Brian Tetsuro Ivie (born September 27, 1990 in Glendale, California) is a Japanese-American filmmaker, film producer and documentarian. He is the youngest active producer for Stephen Curry’s Unanimous Media empire. Ivie is most well known for his documentary film, Emanuel, which tells the story of the 2015 Charleston church shooting, which took the lives of nine innocent African Americans. The film was produced by Viola Davis and Mariska Hargitay, & by NBA star Stephen Curry.

Career 
Ivie studied film and television at the University of Southern California, where he also began producing his first documentary feature, The Drop Box, the story of a South Korean pastor, who rescues children through a small “hatch” built into the wall of his home. The film was later released by Fathom Events, grossing over $3 million in just four nights.

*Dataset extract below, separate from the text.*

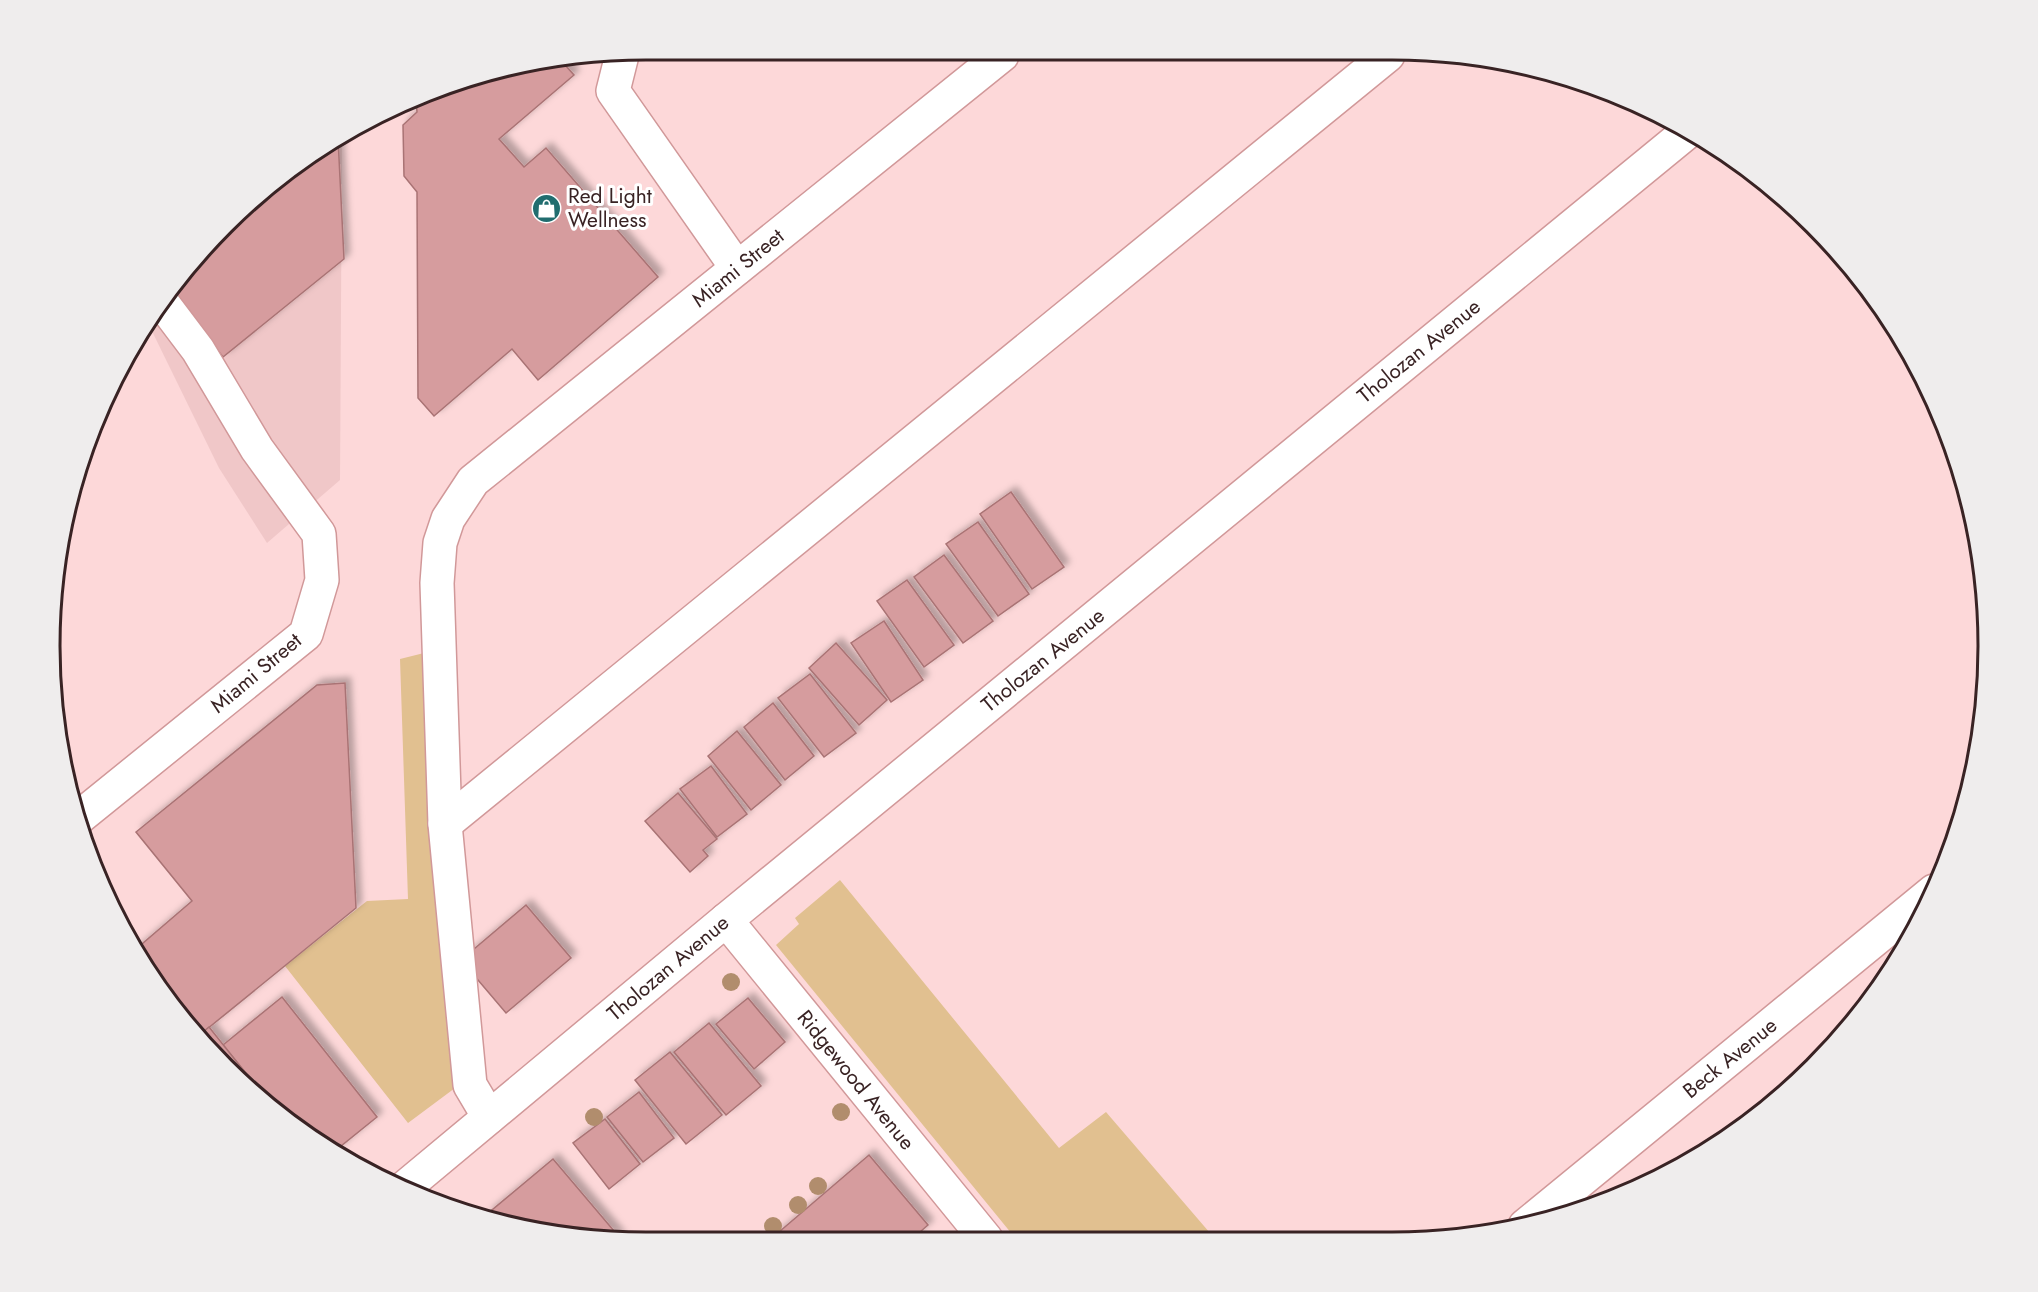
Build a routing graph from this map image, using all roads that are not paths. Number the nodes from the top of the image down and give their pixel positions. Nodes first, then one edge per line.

After graduation, Ivie signed to Creative Artists Agency, and would go on to produce and direct Emanuel, the story of forgiveness following a mass shooting, along with executive producers Viola Davis, Mariska Hargitay, and Stephen Curry, & release it to critical acclaim on the fourth anniversary of the shooting. The film made its television debut on Starz. Ivie is a frequent collaborator of actor and producer John Shepherd of the Friday the 13th horror franchise.

In 2019, it was announced that Ivie would write the Kirk Franklin biopic for producer Devon Franklin and Sony Pictures.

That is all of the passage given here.